On s’y attendait, c’est maintenant fait! L’Etat importateur, qui a jusqu’à présent supporté tout seul les hausses successives du prix du pétrole, a enfin décidé de répercuter une part, certes infime, (autour de 5,1%) sur le consommateur final. Ainsi depuis lundi dernier, les prix ont grimpé de 50 centimes. A la pompe, l’ordinaire (9,45 Dhs/l), le super (9,85 Dhs/l), le gasoil (6,46 Dhs/l) et le gasoil 350 (7,70 Dhs/l) affichent de nouveaux prix. Le pétrole lampant (6,46 Dhs/l) et le fuel industriel (2.581 Dhs/t, soit 500 Dhs de plus) suivent cette augmentation.
Avec un baril, qui a dépassé la barre des 50 $ US en mars dernier, soit un différentiel de 15 Dhs, par rapport à l’hypothèse haute de la Loi des Finances 2005, il fallait s’attendre à des réajustements, tant la Caisse de Compensation voyait son déficit avoisiner un gouffre astronomique. D’aucuns tablaient sur ce rythme, sur un solde négatif avoisinant les 6 milliards de Dhs. Déjà, les chiffres au premier trimestre donnaient le tournis aux financiers de l’Etat. La Caisse a supporté 2 milliards sur cette période comparés aux 3,5 milliards déboursés pour l’année 2004 entière! Cela fait un rapport de 57,14%, alors que le semestre n’est même pas achevé. La nouvelle hausse permettrait de garder des comparaisons acceptables, en glissement annuel.
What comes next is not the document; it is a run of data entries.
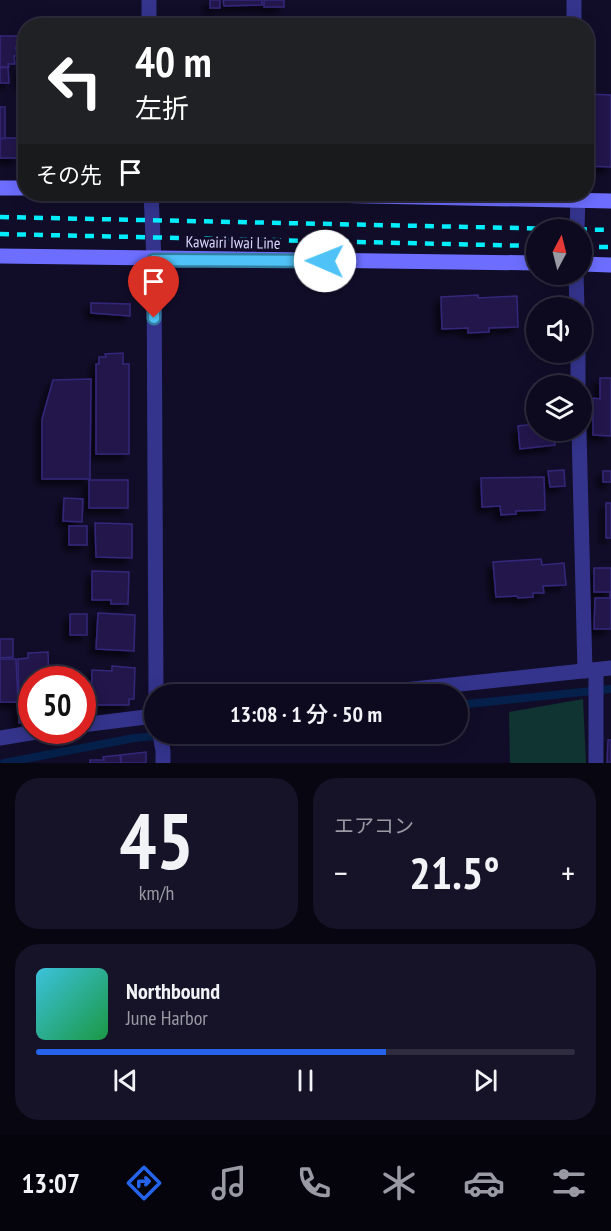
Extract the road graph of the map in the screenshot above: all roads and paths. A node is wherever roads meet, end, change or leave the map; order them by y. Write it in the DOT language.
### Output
graph roads {
  1 [pos="149,0"];
  2 [pos="574,0"];
  3 [pos="149,18"];
  4 [pos="574,18"];
  5 [pos="0,188"];
  6 [pos="18,188"];
  7 [pos="594,199"];
  8 [pos="151,201"];
  9 [pos="578,201"];
  10 [pos="611,201"];
  11 [pos="577,219"];
  12 [pos="0,256"];
  13 [pos="154,260"];
  14 [pos="526,263"];
  15 [pos="592,264"];
  16 [pos="611,265"];
  17 [pos="580,441"];
  18 [pos="597,672"];
  19 [pos="156,684"];
  20 [pos="468,684"];
  21 [pos="144,717"];
  22 [pos="96,724"];
  23 [pos="18,735"];
  24 [pos="0,738"];
  25 [pos="161,744"];
  26 [pos="163,763"];
  27 [pos="596,763"];
  1 -- 3 [label="street"];
  2 -- 4 [label="street"];
  5 -- 6 [label="main road"];
  7 -- 10 [label="main road"];
  8 -- 13 [label="street"];
  9 -- 11 [label="street"];
  12 -- 13 [label="main road, Kawairi Iwai Line"];
  13 -- 14 [label="main road, Kawairi Iwai Line"];
  13 -- 19 [label="street"];
  15 -- 16 [label="main road"];
  17 -- 18 [label="street"];
  18 -- 20 [label="street"];
  18 -- 27 [label="street"];
  21 -- 22 [label="street"];
  23 -- 24 [label="street"];
  25 -- 26 [label="street"];
}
Faudrait-il que les industriels, les opérateurs et les consommateurs finaux perçoivent ce correctif de cette façon. A ceux qui clament la cherté du coût de l’énergie, viennent s’ajouter ceux qui déplorent un renchérissement du coût de la vie. D’autres encore plus calculateurs préconisent des prévisions plus réalistes, avec des écarts moins importants.
Pourvu que les transporteurs, souvent prompts à répercuter les hausses du carburant sur les usagers, jouent le jeu. De toute évidence, l’Etat, qui a coupé la poire en deux et maintenu inchangés les prix du gaz butane, qui pondère lourdement la caisse, tend la perche aux indulgents.